Certifications and Rating Systems

One way to ensure that principles of ecological restoration and sustainable design are effectively implemented is through certification programs such as the national Sustainable Sites Initiative (SITES) or the California-based ReScape rating system. SITES is a comprehensive certification program that evaluates and recognizes sustainable design practices in landscaping and land development projects. Similar to the LEED program for green buildings, the SITES certification program evaluates projects based on a set of prerequisites and credits that cover various aspects of sustainable design, including the site’s location, water management, soil health, vegetation, materials, and human health and well-being. The program rewards projects that demonstrate a high level of performance in each of these categories, with the goal of encouraging sustainable and regenerative practices that promote the health of the ecosystem and the community.

Likewise, ReScape’s landscape rating system in California offers a structured approach for landowners and landscape designers to establish sustainable and water and energy-efficient landscapes that promote environmental well-being. The rating system process certifies the regenerative, nature-based benefits in the design and build of a landscape.

Native Plants

Many links occur between the sustainable design principles of these certification programs and ecological restoration goals. For example, one of the key principles of ecological restoration is to use native species. The use of native plants is essential for restoring the ecological function of an ecosystem, as they are adapted to the local climate and soils and provide food and habitat for local wildlife. SITES and Rescape encourage the use of native species in landscaping projects by awarding points towards certification for the use of native plants. This incentivizes project teams to use native species in their restoration projects, helping to create more sustainable and resilient ecosystems.

Hydrologic Processes

Another important principle of ecological restoration is to restore the hydrological function and processes of an ecosystem. For example, this could include restoring the natural water cycle which is often compromised in urban and developed areas, including the infiltration, storage, and release of stormwater. SITES and Rescape recognize the importance of restoring the hydrological function of ecosystems and award points towards certification for the implementation of green infrastructure practices, such as rain gardens and bioswales, and the use of permeable paving. These practices help to manage stormwater runoff and restore the natural water cycle, improving the health of the ecosystem. In addition, low-water use, temporary irrigation systems are often used in ecological restoration projects and similarly, sustainable design projects often require that water use for irrigation be minimized by using drought-tolerant plantings and irrigation systems with low water demand.

Soil Health

An additional key aspect of ecological restoration is the importance of soil health. Healthy soil is crucial for the growth of vegetation and the overall health of the ecosystem. The SITES and Rescape programs encourage the use of sustainable soil management practices, such as conserving topsoil and composting to enhance soil health and promote the growth of vegetation.
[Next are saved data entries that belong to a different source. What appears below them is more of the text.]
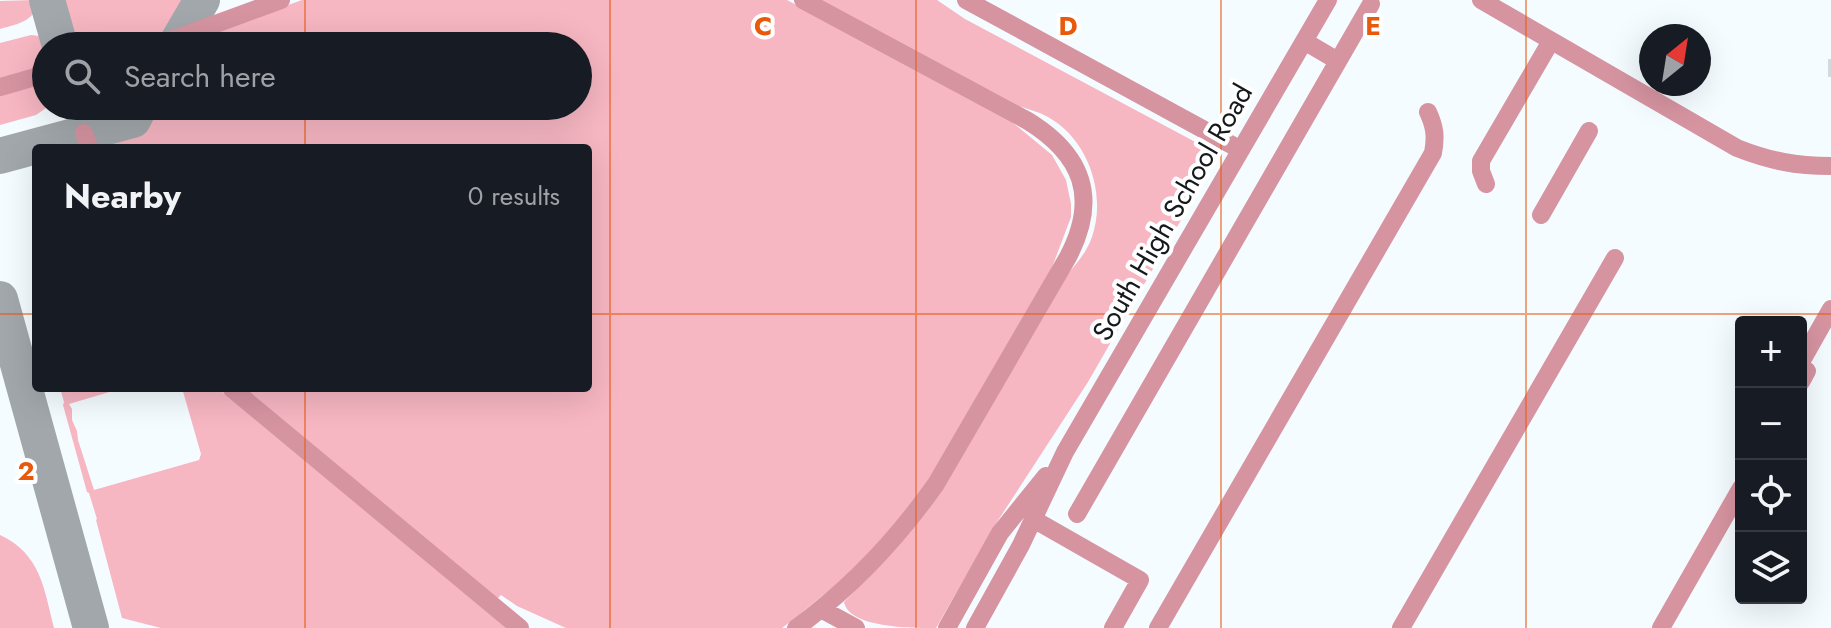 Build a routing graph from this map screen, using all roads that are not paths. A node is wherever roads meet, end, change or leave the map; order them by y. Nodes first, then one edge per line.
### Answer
1 (281, 0) edge
2 (803, 0) edge
3 (966, 0) edge
4 (1328, 0) edge
5 (1481, 0) edge
6 (1371, 4) dead end
7 (194, 32) edge
8 (1304, 41) junction
9 (1551, 41) junction
10 (1338, 61) junction
11 (32, 78) edge
12 (0, 87) edge
13 (1428, 112) dead end
14 (1589, 131) dead end
15 (1241, 150) junction
16 (1831, 166) edge
17 (1486, 184) dead end
18 (1541, 215) dead end
19 (1615, 258) dead end
20 (1831, 309) edge
21 (1807, 362) edge
22 (236, 392) edge
23 (1065, 452) junction
24 (1735, 498) edge
25 (1077, 514) dead end
26 (1033, 519) junction
27 (821, 609) junction
28 (982, 625) edge
29 (520, 628) edge
30 (796, 628) edge
31 (856, 628) edge
32 (947, 628) edge
33 (1113, 628) edge
34 (1158, 628) edge
35 (1401, 628) edge
36 (1661, 628) edge

1 - 7 street
2 - 27 street
3 - 15 street
4 - 8 street, South High School Road
5 - 9 street
6 - 10 street
8 - 10 street
8 - 15 street, South High School Road
9 - 16 street
9 - 17 street
10 - 25 street
11 - 12 street
13 - 34 street
14 - 18 street
15 - 23 street, South High School Road
19 - 35 street
20 - 21 street
22 - 29 street
23 - 26 street, South High School Road
23 - 32 street, South High School Road
24 - 36 street
26 - 28 street, South High School Road
26 - 33 street
27 - 30 street
27 - 31 street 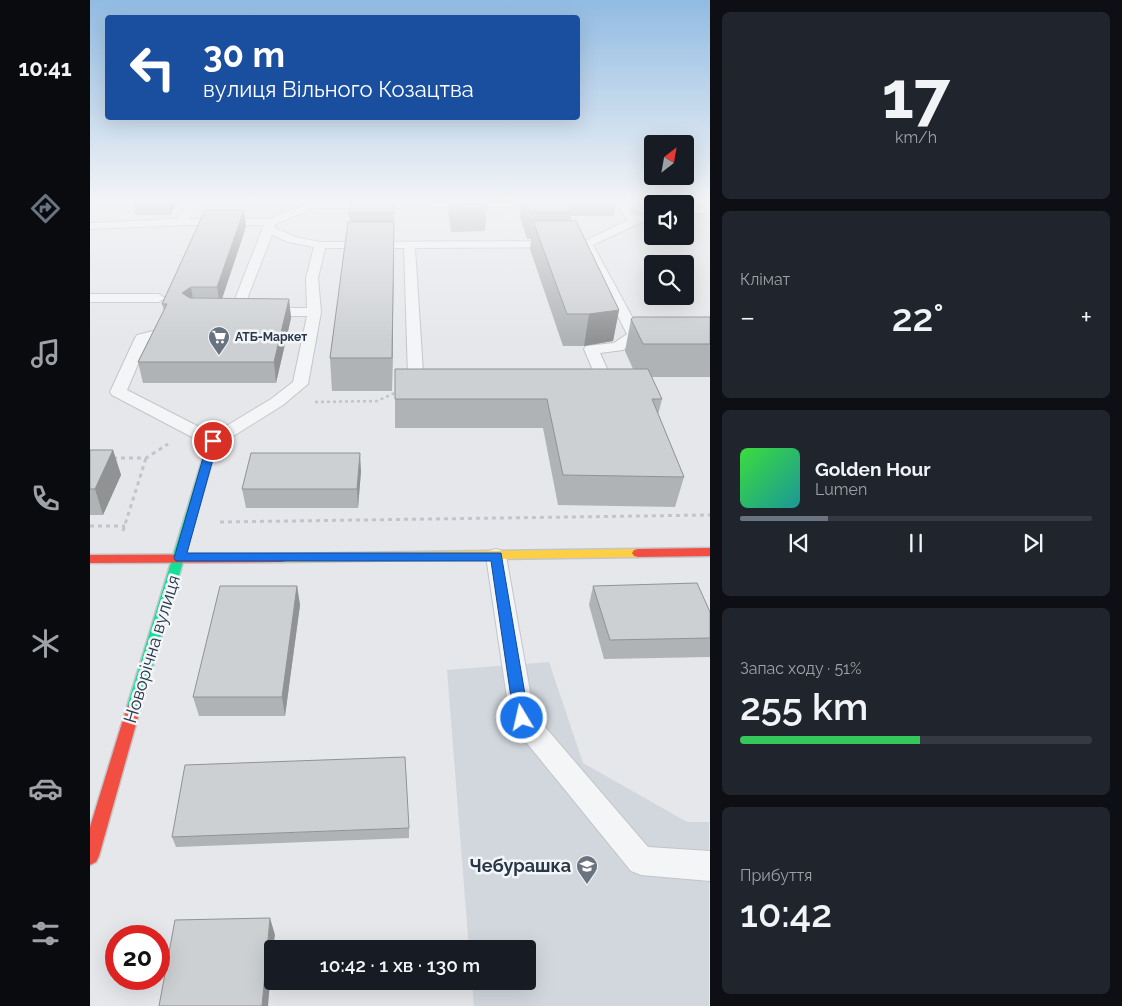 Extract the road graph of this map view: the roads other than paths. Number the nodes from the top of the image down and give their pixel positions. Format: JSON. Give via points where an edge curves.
{"nodes":[{"id":1,"x":320,"y":245,"type":"edge"},
{"id":2,"x":264,"y":246,"type":"edge"},
{"id":3,"x":409,"y":246,"type":"edge"},
{"id":4,"x":587,"y":246,"type":"edge"},
{"id":5,"x":90,"y":298,"type":"edge"},
{"id":6,"x":159,"y":298,"type":"dead end"},
{"id":7,"x":314,"y":312,"type":"junction"},
{"id":8,"x":153,"y":335,"type":"edge"},
{"id":9,"x":445,"y":377,"type":"edge"},
{"id":10,"x":574,"y":379,"type":"edge"},
{"id":11,"x":213,"y":441,"type":"junction"},
{"id":12,"x":710,"y":552,"type":"edge"},
{"id":13,"x":496,"y":556,"type":"junction"},
{"id":14,"x":180,"y":558,"type":"junction"},
{"id":15,"x":90,"y":559,"type":"edge"},
{"id":16,"x":90,"y":856,"type":"edge"},
{"id":17,"x":710,"y":866,"type":"edge"}],
"edges":[{"from":1,"to":7,"type":"lane","via":[[312,278]]},
{"from":2,"to":7,"type":"lane","via":[[245,309]]},
{"from":3,"to":9,"type":"lane","via":[[416,376]]},
{"from":4,"to":10,"type":"lane","via":[[640,335],[618,347],[591,348],[604,380]]},
{"from":5,"to":6,"type":"lane"},
{"from":7,"to":11,"type":"lane","via":[[300,384]]},
{"from":8,"to":11,"type":"lane","via":[[142,338],[118,392]]},
{"from":11,"to":14,"type":"street","name":"Новорічна вулиця"},
{"from":12,"to":13,"type":"street"},
{"from":13,"to":14,"type":"street"},
{"from":13,"to":17,"type":"lane","via":[[522,718],[640,861]]},
{"from":14,"to":15,"type":"street"},
{"from":14,"to":16,"type":"street","name":"Новорічна вулиця"}]}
Human and Community Health

Ecological restoration and sustainable design promote the integration of human health and well-being into the design of outdoor spaces. The SITES and Rescape programs also recognize the importance of promoting human health and well-being and require that projects demonstrate strategies to promote physical activity, mental health, and social interaction.

Successful Case Studies

WRA’s projects routinely employ both ecological restoration and sustainable site design principles. For example, the photographs below from WRA’s Yosemite Slough Restoration and Public Access project in the Candlestick Point Recreation Area along the San Francisco Bay shoreline show the native and drought-tolerant plants, stormwater bioretention basins, and tidal marsh restoration components of the project.
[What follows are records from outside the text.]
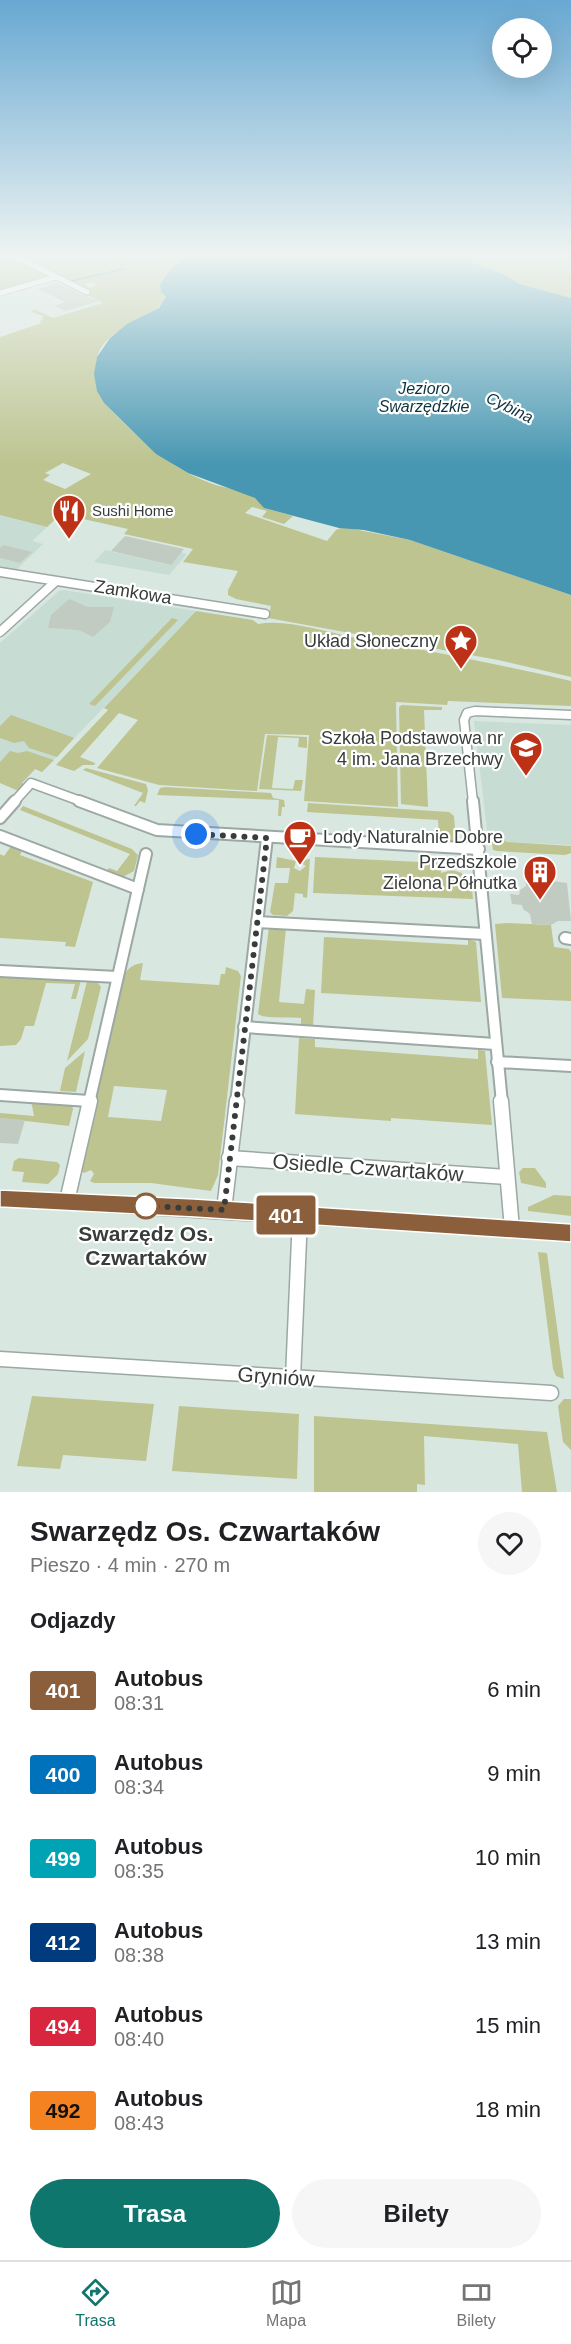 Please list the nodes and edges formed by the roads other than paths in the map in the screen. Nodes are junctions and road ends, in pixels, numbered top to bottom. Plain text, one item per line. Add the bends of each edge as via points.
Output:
1 (0, 572) edge
2 (55, 582) junction
3 (266, 614) dead end
4 (0, 632) edge
5 (571, 715) edge
6 (0, 818) edge
7 (0, 836) edge
8 (267, 838) junction
9 (479, 849) junction
10 (146, 854) dead end
11 (138, 889) junction
12 (257, 922) junction
13 (485, 934) junction
14 (0, 971) edge
15 (117, 977) junction
16 (244, 1027) junction
17 (495, 1044) junction
18 (497, 1062) junction
19 (571, 1066) edge
20 (0, 1095) edge
21 (89, 1101) junction
22 (230, 1158) junction
23 (507, 1178) junction
24 (0, 1198) edge
25 (67, 1201) junction
26 (224, 1210) junction
27 (300, 1216) junction
28 (512, 1229) junction
29 (571, 1233) edge
30 (0, 1359) edge
31 (293, 1378) junction
32 (551, 1393) dead end

1 - 2 street, Zamkowa
2 - 3 street, Zamkowa
2 - 4 street
5 - 9 street via 467,713 464,720
6 - 8 street via 32,783 152,830
7 - 11 street
8 - 9 street
8 - 12 street
9 - 13 street
10 - 11 street
11 - 15 street
12 - 13 street
12 - 16 street
13 - 17 street
14 - 15 street
15 - 21 street
16 - 17 street
16 - 22 street
17 - 18 street
18 - 19 street
18 - 23 street
20 - 21 street
21 - 25 street
22 - 23 street, Osiedle Czwartaków
22 - 26 street
23 - 28 street
24 - 25 street
25 - 26 street
26 - 27 street
27 - 28 street
27 - 31 street
28 - 29 street
30 - 31 street, Gryniów
31 - 32 street, Gryniów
Another example includes WRA’s work with the Bayshores Residential Project in Newark, California. For this project, we designed a tidally influenced wetland preserve near the residential development that includes a brackish wetland, transitional shrub, and grassland meadow habitats. The wetland receives treated stormwater runoff from the development, provides a home to a diverse assemblage of birds and other wildlife, and provides an amenity for the local residents. The photographs below show how the wetland preserve has established over time.

Additionally, the Bixby Marshland project  in Los Angeles County demonstrates how WRA landscape architects integrated ecological complexity and science with design to allow both people and nature to thrive in close proximity. This required a synthesis of all of the systems and factors that together create a sustainable site, including hydrology, native habitat restoration, soil conservation, stormwater treatment, invasive plant removal, recreation, accessibility, outdoor education, public facilities, and aesthetics.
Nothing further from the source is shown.